The Eulenspiegel Society

By Michal Daveed, the Media Representative for The Eulenspiegel Society.

Nowadays, BDSM imagery can be found in mainstream culture, but it’s a double-edged sword.  It can be hard to disentangle fact from fiction, and seeing jokes on primetime TV about bondage don’t offer community, or emotional support. But since before the “Fifty Shades of Grey” craze, and surely until long afterwards, The Eulenspiegel Society fills the gaps.

tesThe Eulenspiegel Society, or TES, has been in constant operation since 1971.  Founder Pat Bond was a musician and educator living in New York, and tired of feeling alone for his masochistic fantasies. He saw the culture of political and social change around him, and resolved to take action himself. In December 1970, he placed an ad in Screw Magazine, which read:

“Masochist? Happy? Is it curable? Does psychiatry help? Is a satisfactory life-style possible? There’s women’s lib, black lib, gay lib, etc. Isn’t it time we put something together?”

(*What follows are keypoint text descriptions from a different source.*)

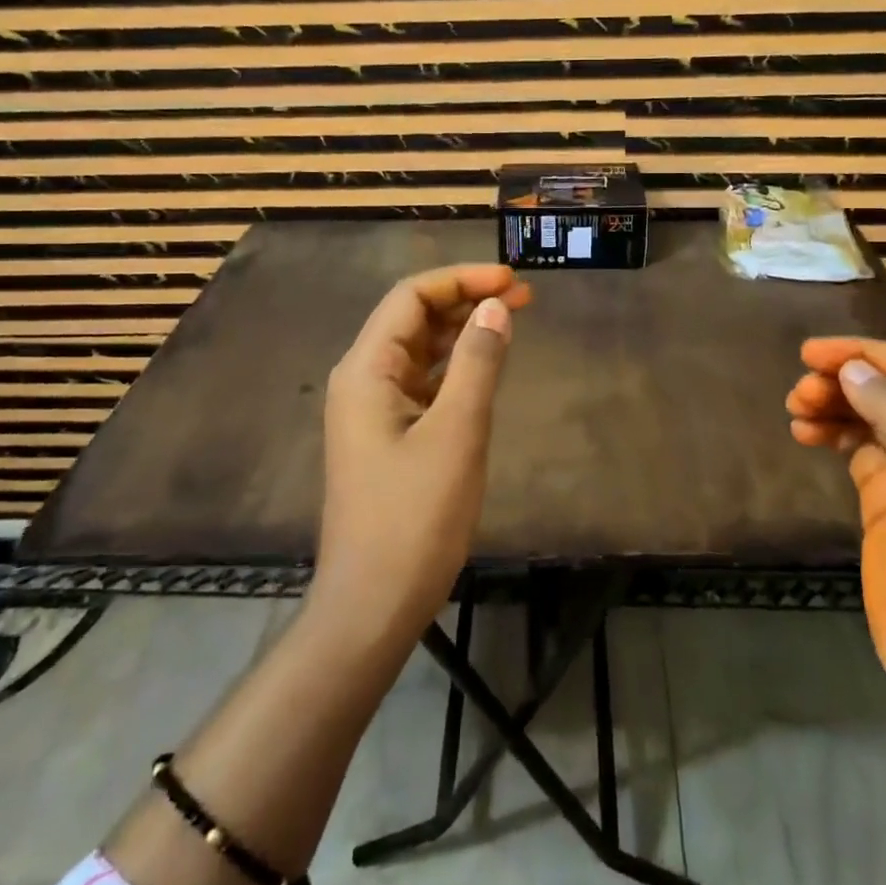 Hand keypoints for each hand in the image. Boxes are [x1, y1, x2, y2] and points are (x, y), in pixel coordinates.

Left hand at [312, 264, 531, 644]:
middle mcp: (362, 380)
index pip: (411, 297)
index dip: (461, 279)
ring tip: (511, 321)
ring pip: (419, 351)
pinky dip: (454, 367)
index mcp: (366, 370)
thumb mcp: (456, 433)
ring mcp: (372, 411)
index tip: (513, 280)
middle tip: (524, 297)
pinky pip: (422, 384)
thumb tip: (496, 306)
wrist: (372, 604)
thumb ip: (477, 363)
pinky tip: (484, 368)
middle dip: (465, 300)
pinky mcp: (387, 437)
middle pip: (413, 318)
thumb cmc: (414, 518)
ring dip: (462, 332)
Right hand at [788, 338, 885, 718]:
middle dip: (845, 382)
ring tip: (796, 409)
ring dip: (832, 406)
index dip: (867, 356)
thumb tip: (850, 369)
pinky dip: (831, 434)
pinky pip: (856, 449)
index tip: (812, 352)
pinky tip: (805, 432)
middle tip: (800, 389)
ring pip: (869, 418) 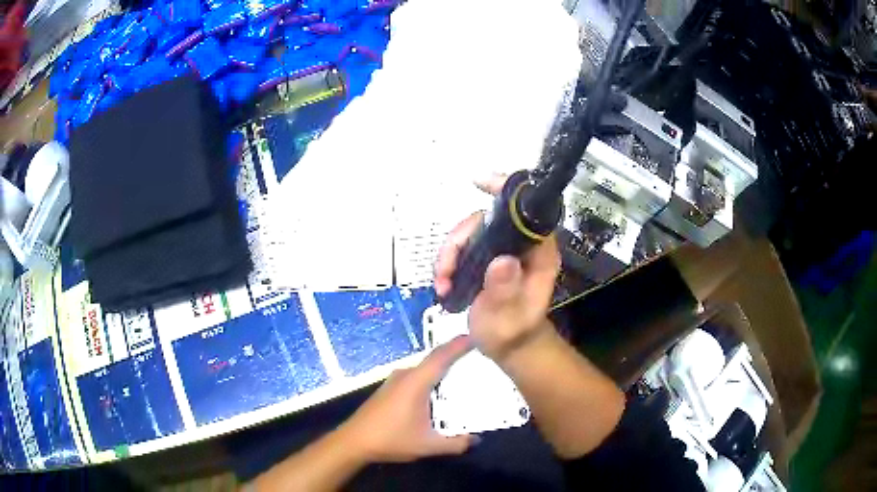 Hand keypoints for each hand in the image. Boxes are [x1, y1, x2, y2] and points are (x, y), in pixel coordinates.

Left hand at [339, 335, 477, 462]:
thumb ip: (456, 444)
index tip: (477, 334)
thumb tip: (477, 439)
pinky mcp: (389, 389)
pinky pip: (416, 377)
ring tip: (463, 374)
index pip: (441, 356)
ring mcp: (394, 381)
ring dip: (442, 369)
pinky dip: (431, 379)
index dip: (459, 344)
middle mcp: (405, 375)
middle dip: (455, 356)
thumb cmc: (391, 439)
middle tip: (478, 357)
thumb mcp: (428, 445)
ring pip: (424, 369)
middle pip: (434, 360)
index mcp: (415, 382)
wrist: (354, 441)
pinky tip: (438, 392)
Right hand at [434, 174, 560, 361]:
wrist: (507, 347)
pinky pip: (463, 247)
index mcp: (538, 253)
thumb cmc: (512, 333)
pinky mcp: (487, 258)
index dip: (505, 191)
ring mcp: (502, 250)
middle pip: (487, 219)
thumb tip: (502, 261)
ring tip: (442, 283)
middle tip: (444, 269)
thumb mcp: (509, 317)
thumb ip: (505, 291)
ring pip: (470, 232)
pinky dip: (448, 262)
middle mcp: (521, 245)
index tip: (479, 183)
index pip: (527, 211)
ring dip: (449, 254)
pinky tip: (443, 283)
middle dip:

First a masochistic woman named Terry Kolb, who would become another TES leader, answered the ad, and then a few other men followed. TES began in Bond’s apartment, a small group of masochists sitting together, discussing their shared desires and experiences. They named the group The Eulenspiegel Society, after a character from German folklore whose antics felt resonant for those New York masochists. Some months later, they began to include sadists, and soon, they were a full-fledged organization for what was then simply called S/M.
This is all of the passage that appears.